Work to complete: Copy exactly the run of lines that begins at the line with "List all labels, markers" and ends at the final line of the entries.

Recorded information:
********
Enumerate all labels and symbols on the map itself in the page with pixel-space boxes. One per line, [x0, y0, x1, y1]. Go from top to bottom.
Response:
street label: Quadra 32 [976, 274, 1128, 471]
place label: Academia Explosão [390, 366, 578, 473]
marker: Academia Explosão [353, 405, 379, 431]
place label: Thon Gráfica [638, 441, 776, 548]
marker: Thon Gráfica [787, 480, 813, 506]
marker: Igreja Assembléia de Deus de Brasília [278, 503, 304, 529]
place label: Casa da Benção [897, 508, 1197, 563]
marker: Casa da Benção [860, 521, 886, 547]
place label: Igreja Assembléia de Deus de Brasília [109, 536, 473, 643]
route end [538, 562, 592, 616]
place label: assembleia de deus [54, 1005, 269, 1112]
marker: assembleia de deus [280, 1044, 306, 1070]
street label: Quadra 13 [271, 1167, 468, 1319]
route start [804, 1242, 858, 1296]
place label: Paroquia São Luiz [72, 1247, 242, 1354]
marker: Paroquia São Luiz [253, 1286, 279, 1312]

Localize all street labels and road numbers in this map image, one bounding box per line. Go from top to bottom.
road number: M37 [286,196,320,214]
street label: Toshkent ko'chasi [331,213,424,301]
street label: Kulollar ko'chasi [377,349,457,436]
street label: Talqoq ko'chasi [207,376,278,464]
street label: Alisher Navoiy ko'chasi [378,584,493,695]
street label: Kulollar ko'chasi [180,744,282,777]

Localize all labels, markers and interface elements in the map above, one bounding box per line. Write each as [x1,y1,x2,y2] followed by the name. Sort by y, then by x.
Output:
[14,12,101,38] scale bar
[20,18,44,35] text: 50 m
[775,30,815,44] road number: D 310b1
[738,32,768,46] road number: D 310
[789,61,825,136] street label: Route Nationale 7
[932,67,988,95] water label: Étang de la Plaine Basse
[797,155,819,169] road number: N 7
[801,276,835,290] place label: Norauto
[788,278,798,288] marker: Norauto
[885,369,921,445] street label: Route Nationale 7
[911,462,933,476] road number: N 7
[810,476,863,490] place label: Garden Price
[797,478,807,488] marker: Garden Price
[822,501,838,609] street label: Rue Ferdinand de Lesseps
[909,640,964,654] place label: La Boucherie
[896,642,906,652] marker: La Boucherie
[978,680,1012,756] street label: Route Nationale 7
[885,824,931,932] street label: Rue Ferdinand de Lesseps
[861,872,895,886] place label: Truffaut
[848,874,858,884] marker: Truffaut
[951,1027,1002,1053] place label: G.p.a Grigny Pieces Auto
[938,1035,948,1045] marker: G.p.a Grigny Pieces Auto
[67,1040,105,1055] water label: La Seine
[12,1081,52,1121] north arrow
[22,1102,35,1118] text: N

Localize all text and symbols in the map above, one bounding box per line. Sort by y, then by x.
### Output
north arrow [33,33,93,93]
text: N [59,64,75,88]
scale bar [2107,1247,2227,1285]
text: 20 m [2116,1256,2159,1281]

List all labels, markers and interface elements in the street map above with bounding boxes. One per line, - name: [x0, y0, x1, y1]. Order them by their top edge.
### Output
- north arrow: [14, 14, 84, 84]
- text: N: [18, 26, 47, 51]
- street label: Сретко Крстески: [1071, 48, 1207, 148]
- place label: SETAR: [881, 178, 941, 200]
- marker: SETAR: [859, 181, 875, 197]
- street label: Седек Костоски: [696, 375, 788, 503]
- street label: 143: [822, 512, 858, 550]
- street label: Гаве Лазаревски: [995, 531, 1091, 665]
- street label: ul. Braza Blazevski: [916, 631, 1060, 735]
********
Response for this exercise:
List all labels, markers and interface elements in the street map above with bounding boxes. One per line, - name: [x0, y0, x1, y1]. Order them by their top edge.
### Output
- north arrow: [14, 14, 84, 84]
- text: N: [18, 26, 47, 51]
- street label: Сретко Крстески: [1071, 48, 1207, 148]
- place label: SETAR: [881, 178, 941, 200]
- marker: SETAR: [859, 181, 875, 197]
- street label: Седек Костоски: [696, 375, 788, 503]
- street label: 143: [822, 512, 858, 550]
- street label: Гаве Лазаревски: [995, 531, 1091, 665]
- street label: ul. Braza Blazevski: [916, 631, 1060, 735]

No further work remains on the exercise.